During the years between 1928 and 1946, there was no market for the remainder of the tract which the petitioner owned and the property was held to await an increase in real estate values in the area. During this period, the property was not held primarily for sale to customers in the ordinary course of petitioner's trade or business.
The interest income received by petitioner during 1948 and 1949 was not interest on a debt representing the price for which real property *819 held primarily for sale to customers in the ordinary course of a trade or business was sold.

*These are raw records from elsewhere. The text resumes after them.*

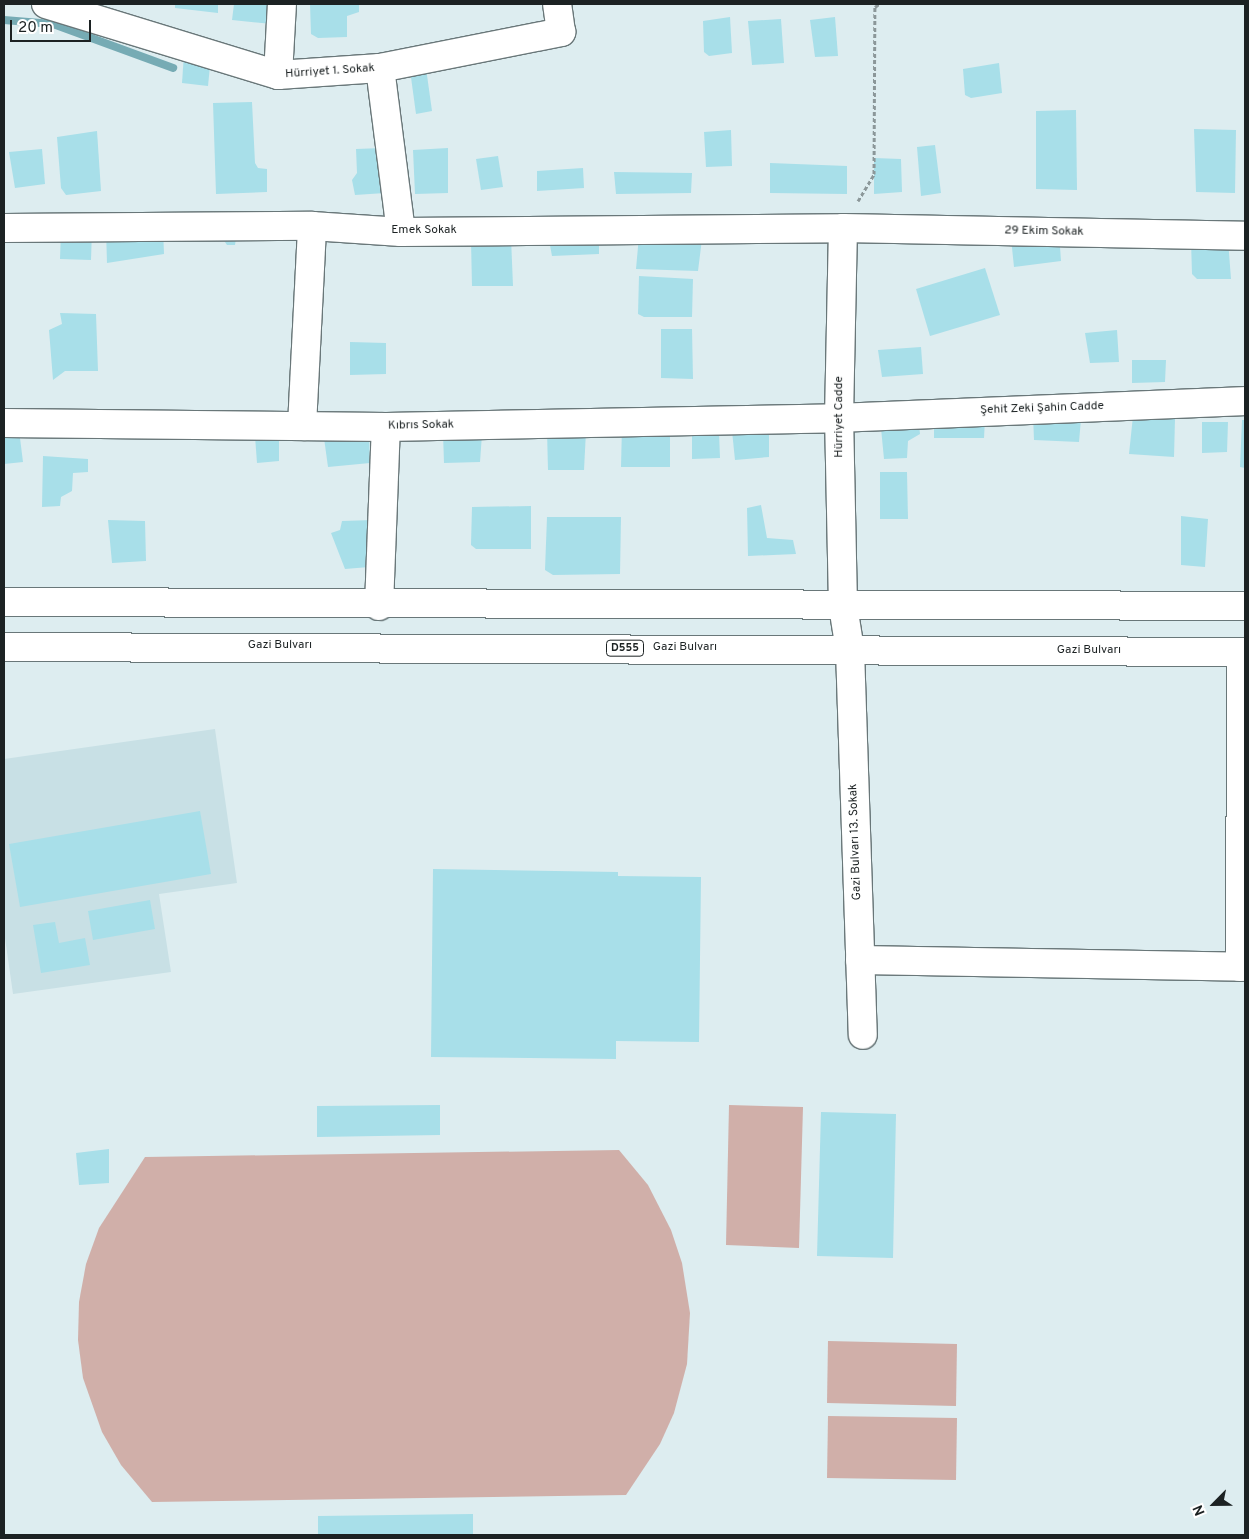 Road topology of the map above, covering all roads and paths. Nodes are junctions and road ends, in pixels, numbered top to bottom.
1 (46, 4) edge
2 (282, 4) edge
3 (557, 4) edge
4 (879, 4) edge
5 (380, 68) junction
6 (278, 75) junction
7 (312, 226) junction
8 (4, 228) edge
9 (843, 228) junction
10 (401, 232) junction
11 (1245, 236) edge
12 (1245, 401) edge
13 (838, 418) junction
14 (4, 423) edge
15 (302, 426) junction
16 (386, 427) junction
17 (4, 602) edge
18 (379, 606) junction
19 (843, 606) junction
20 (1245, 606) edge
21 (4, 647) edge
22 (850, 650) junction
23 (1243, 652) edge
24 (860, 960) junction
25 (1243, 967) edge
26 (863, 1035) dead end

1 - 6 street, Hürriyet 1. Sokak
2 - 6 street
3 - 5 street, Hürriyet 1. Sokak
4 - 9 path
5 - 6 street, Hürriyet 1. Sokak
5 - 10 street
7 - 8 street, Emek Sokak
7 - 10 street, Emek Sokak
7 - 15 street
9 - 10 street, Emek Sokak
9 - 11 street, 29 Ekim Sokak
9 - 13 street, Hürriyet Cadde
12 - 13 street, Şehit Zeki Şahin Cadde
13 - 16 street, Kıbrıs Sokak
13 - 19 street, Hürriyet Cadde
14 - 15 street, Kıbrıs Sokak
15 - 16 street, Kıbrıs Sokak
16 - 18 street
17 - 18 street
18 - 19 street
19 - 20 street
19 - 22 street, Hürriyet Cadde
21 - 22 street, Gazi Bulvarı / D555
22 - 23 street, Gazi Bulvarı / D555
22 - 24 street, Gazi Bulvarı 13. Sokak
23 - 25 street
24 - 25 street
24 - 26 street, Gazi Bulvarı 13. Sokak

The petitioner failed to file personal holding company returns for the calendar years 1948 and 1949 and such failure*264 to file was not due to reasonable cause but to willful neglect.
OPINION.
The petitioner's total income during the years 1948 and 1949 was interest received on a purchase money mortgage which was given when petitioner disposed of all of its real estate holdings in 1946. The income received was clearly personal holding company income within the meaning of section 502 (a) of the Internal Revenue Code of 1939, unless the purchase money mortgage from which the interest flowed was given in connection with the disposal of property held primarily for sale to customers in the ordinary course of business. (Section 502 (g) of the Internal Revenue Code of 1939.) 1 We have held in our findings that the property was not so held at the time of its sale in 1946.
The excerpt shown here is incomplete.